Zero-shot Detection of AI-Generated Image via RAW-RGB Alignment
Abstract
Advances in generative AI (GenAI) have increasingly complicated the identification of synthetic images, prompting the proposal of numerous zero-/few-shot detection methods to counter unknown GenAI better. However, we observe that existing detectors often misclassify synthetic images with physical transformations (e.g., print+scan) as real. The essence of this observation lies in: should images remapped from the physical world to digital space still be categorized as ``Synthetic''? Furthermore, the definition of what constitutes real and synthetic images urgently needs to be clarified.

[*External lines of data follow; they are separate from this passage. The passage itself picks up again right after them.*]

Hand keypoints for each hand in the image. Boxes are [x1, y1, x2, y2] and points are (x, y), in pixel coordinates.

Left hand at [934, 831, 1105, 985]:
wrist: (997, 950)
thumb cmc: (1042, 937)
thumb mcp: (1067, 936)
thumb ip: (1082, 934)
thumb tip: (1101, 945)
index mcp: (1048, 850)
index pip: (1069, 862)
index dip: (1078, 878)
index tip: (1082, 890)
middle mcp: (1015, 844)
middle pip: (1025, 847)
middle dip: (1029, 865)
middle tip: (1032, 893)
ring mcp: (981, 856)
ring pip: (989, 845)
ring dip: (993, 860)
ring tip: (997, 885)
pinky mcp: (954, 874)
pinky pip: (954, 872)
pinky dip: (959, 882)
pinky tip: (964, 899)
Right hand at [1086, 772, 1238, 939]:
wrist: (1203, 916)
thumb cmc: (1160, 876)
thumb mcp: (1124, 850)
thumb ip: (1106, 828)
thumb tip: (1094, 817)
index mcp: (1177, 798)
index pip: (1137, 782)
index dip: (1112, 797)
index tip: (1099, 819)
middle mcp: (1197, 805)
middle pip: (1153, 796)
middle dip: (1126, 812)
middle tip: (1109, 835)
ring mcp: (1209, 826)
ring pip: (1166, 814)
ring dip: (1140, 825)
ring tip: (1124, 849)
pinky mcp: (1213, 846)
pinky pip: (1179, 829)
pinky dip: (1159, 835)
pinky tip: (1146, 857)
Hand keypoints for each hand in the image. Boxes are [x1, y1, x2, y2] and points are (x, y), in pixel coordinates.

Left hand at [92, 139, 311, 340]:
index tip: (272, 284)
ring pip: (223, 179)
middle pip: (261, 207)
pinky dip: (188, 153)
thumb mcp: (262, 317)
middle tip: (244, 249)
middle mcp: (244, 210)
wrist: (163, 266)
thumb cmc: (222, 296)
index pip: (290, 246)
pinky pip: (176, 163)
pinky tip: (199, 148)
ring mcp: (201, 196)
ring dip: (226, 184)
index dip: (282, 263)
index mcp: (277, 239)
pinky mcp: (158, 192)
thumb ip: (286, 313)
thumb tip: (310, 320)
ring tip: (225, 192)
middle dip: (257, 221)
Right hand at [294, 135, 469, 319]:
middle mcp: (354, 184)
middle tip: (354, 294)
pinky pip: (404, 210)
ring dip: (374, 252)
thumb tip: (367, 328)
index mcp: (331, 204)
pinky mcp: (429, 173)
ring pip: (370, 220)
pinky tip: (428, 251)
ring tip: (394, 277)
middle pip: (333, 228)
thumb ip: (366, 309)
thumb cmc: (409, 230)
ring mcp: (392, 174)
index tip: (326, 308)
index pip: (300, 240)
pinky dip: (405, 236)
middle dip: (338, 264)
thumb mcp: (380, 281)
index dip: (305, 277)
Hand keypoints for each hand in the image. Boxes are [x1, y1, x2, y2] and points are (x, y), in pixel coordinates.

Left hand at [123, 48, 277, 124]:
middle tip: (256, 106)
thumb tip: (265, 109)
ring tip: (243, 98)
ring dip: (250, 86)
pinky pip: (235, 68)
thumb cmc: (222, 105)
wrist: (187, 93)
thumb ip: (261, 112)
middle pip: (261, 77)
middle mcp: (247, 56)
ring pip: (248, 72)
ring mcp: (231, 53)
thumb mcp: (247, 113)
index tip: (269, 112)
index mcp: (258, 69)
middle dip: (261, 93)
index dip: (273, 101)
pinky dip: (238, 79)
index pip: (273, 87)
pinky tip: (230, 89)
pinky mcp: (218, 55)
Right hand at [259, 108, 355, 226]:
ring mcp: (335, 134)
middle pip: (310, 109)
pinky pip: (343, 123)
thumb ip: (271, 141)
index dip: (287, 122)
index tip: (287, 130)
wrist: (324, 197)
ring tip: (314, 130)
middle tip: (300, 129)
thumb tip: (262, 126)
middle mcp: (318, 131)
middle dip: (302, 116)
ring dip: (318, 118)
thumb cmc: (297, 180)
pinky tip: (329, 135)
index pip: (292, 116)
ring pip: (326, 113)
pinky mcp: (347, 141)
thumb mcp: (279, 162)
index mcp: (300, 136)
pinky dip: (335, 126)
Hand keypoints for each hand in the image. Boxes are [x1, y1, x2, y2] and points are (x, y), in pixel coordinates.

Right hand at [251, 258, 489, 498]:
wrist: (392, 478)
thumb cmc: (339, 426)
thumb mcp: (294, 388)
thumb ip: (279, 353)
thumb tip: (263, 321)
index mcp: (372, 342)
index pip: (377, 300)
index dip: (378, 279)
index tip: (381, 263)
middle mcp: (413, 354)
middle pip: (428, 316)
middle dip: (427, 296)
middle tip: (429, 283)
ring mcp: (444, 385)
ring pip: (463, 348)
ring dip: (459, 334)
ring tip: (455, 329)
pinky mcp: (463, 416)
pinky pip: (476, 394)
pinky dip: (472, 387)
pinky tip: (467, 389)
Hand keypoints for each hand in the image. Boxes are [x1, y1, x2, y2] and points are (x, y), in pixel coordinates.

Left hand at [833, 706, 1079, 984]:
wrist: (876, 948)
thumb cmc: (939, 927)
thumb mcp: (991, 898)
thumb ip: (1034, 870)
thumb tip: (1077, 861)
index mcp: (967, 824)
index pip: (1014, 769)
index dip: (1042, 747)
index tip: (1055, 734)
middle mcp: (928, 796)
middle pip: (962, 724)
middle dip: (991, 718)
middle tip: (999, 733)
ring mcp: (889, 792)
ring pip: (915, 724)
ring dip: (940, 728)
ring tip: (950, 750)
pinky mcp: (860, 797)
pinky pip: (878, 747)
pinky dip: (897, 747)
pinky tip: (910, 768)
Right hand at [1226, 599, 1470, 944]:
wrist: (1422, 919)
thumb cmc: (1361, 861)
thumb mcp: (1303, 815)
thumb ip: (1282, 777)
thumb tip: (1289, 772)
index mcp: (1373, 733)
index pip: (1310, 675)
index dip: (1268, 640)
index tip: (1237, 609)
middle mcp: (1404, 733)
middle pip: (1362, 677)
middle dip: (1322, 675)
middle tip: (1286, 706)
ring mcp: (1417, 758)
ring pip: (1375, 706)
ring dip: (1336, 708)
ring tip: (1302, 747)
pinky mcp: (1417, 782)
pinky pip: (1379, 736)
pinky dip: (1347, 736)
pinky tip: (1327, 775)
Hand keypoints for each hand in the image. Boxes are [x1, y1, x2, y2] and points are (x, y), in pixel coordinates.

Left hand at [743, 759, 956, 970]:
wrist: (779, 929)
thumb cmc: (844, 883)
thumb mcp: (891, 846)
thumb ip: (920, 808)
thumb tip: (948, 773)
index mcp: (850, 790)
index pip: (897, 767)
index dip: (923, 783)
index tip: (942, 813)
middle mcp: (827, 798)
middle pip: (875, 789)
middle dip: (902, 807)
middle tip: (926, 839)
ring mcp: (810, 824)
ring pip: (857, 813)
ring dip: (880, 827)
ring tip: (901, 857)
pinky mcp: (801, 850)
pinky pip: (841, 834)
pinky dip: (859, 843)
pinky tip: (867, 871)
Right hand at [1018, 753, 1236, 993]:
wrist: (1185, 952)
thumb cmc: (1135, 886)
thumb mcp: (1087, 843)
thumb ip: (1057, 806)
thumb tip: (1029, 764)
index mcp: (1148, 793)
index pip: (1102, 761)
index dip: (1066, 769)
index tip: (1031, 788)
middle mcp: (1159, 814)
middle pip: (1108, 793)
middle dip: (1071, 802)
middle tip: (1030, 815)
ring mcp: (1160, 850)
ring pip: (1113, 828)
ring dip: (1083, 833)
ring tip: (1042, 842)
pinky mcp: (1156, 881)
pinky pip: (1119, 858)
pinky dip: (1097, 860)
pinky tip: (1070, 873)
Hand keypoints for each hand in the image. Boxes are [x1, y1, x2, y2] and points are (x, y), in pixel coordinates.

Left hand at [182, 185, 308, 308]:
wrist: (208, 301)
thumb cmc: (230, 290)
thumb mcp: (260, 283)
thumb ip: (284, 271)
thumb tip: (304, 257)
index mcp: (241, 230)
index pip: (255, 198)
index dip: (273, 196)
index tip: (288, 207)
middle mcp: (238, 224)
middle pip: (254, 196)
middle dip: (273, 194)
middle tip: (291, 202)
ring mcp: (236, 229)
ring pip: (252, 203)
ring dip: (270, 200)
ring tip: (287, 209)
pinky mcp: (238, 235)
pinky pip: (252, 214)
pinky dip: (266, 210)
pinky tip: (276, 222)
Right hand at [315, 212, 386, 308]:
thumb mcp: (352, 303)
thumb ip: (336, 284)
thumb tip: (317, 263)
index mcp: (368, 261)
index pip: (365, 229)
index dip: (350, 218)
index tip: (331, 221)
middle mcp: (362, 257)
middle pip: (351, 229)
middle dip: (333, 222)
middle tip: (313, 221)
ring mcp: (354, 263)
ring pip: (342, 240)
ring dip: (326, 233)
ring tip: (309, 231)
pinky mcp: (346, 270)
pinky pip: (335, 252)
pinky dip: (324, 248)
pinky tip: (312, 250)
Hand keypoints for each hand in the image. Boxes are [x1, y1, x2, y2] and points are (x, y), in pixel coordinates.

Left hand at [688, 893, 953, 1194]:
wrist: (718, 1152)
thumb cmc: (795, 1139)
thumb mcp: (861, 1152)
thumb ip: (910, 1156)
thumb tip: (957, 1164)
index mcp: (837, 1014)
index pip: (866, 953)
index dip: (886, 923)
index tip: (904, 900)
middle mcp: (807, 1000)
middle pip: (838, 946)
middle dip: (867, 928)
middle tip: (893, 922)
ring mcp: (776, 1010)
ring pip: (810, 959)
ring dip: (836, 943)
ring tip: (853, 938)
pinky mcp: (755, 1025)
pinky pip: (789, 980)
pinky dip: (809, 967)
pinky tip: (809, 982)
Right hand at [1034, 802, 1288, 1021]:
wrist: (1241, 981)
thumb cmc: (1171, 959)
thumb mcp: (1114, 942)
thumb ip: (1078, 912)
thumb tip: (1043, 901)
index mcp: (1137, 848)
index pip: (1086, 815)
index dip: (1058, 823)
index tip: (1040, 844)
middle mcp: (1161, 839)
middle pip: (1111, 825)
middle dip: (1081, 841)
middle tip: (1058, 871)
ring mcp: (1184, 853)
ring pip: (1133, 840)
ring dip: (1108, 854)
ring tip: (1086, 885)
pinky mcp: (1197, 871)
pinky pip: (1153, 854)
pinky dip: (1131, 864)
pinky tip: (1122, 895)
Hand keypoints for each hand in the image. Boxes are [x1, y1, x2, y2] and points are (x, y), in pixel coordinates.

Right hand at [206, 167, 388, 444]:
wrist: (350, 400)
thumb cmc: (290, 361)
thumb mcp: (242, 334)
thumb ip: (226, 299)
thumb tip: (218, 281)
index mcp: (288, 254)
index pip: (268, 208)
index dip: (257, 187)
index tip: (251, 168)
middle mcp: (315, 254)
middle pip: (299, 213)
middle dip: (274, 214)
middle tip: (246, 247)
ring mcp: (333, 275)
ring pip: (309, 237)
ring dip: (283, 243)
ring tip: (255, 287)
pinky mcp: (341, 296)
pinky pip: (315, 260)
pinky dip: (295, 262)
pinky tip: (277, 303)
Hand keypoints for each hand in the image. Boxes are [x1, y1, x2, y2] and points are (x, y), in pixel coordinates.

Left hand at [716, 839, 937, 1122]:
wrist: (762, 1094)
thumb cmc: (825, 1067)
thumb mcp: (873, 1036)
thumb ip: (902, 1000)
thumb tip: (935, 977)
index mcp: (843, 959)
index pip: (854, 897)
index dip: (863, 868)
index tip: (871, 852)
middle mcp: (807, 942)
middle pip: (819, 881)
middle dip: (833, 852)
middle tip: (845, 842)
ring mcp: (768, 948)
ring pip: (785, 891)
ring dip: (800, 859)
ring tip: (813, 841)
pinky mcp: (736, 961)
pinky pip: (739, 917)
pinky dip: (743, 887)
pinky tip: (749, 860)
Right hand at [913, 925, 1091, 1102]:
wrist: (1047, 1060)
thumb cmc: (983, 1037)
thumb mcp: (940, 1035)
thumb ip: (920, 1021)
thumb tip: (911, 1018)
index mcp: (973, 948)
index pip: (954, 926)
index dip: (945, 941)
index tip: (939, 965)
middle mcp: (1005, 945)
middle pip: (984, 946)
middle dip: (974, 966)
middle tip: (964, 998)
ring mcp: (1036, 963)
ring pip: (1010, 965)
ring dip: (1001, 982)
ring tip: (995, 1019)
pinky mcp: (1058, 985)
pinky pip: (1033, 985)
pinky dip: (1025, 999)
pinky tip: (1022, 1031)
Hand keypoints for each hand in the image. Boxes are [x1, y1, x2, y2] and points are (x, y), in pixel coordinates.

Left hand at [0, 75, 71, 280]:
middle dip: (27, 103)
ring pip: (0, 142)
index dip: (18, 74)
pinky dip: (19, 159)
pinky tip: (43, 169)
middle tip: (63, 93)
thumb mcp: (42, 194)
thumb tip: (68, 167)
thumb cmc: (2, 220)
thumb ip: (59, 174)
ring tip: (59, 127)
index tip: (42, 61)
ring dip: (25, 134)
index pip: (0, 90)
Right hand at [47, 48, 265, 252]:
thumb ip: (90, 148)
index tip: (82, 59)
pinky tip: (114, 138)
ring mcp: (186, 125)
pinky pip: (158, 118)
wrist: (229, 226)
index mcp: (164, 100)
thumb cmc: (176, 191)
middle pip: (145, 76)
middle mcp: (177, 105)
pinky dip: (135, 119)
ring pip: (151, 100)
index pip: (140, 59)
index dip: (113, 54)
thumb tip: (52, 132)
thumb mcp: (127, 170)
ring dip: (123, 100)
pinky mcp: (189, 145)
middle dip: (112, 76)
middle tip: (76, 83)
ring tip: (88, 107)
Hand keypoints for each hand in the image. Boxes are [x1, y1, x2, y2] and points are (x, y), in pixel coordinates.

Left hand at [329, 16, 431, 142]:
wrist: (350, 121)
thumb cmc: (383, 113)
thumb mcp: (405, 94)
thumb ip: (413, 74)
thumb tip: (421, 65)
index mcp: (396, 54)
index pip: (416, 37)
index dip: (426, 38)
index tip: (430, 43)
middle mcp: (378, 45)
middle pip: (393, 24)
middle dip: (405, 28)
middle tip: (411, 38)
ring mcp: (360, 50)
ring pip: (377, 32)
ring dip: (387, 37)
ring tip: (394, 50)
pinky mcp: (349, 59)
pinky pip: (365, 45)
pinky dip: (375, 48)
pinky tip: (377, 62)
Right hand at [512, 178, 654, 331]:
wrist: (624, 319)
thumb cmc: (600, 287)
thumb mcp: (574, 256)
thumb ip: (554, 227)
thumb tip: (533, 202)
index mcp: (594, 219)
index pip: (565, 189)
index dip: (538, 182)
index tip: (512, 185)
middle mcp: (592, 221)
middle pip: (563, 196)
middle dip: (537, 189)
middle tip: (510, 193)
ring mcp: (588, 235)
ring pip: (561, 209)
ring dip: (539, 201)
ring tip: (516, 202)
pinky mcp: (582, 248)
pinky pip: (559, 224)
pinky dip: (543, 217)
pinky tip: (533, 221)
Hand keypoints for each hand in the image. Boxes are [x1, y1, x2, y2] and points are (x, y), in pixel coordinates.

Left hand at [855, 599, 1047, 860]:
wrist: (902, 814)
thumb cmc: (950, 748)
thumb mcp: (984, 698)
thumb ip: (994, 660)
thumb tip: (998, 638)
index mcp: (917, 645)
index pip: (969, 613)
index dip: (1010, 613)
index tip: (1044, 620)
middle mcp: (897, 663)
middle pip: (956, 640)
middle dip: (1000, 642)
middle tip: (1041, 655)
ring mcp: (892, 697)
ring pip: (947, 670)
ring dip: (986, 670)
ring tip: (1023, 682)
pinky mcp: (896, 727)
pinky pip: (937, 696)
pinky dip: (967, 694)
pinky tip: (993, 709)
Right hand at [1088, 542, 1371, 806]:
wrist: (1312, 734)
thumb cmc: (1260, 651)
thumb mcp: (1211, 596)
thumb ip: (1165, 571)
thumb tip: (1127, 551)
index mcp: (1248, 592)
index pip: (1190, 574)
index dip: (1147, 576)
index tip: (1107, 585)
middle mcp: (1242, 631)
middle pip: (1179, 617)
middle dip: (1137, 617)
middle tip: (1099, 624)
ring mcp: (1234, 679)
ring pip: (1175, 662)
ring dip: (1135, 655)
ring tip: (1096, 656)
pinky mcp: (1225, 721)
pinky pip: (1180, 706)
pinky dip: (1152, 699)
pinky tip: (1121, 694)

We first boldly propose that the authenticity of an image depends on whether it originates from the physical world, i.e., it is necessary to verify the original correlation between the digital image and the physical world. To this end, we first analyze the physical-to-digital mapping process: illumination signals are captured by camera sensors as RAW data, which is then converted into RGB data via camera internal parameters. This process embodies unique physical cues inherent to real scenes. Based on this, we propose a novel forensic feature termed alignment trace, which is constructed by modeling a shared RAW-RGB feature space. This trace captures the inherent parameter correlations of real images in the physical-to-digital conversion process, thereby indirectly verifying the physical origin of the image. Experiments demonstrate that our method achieves state-of-the-art zero-shot detection using only real RAW-RGB data pairs. When additional prior knowledge is provided, the method can be easily fine-tuned to achieve better cross-domain detection performance. We hope this work provides a new baseline for zero-shot synthetic detection and, more significantly, inspires the forensics community to explore the essential distinctions between real and synthetic images.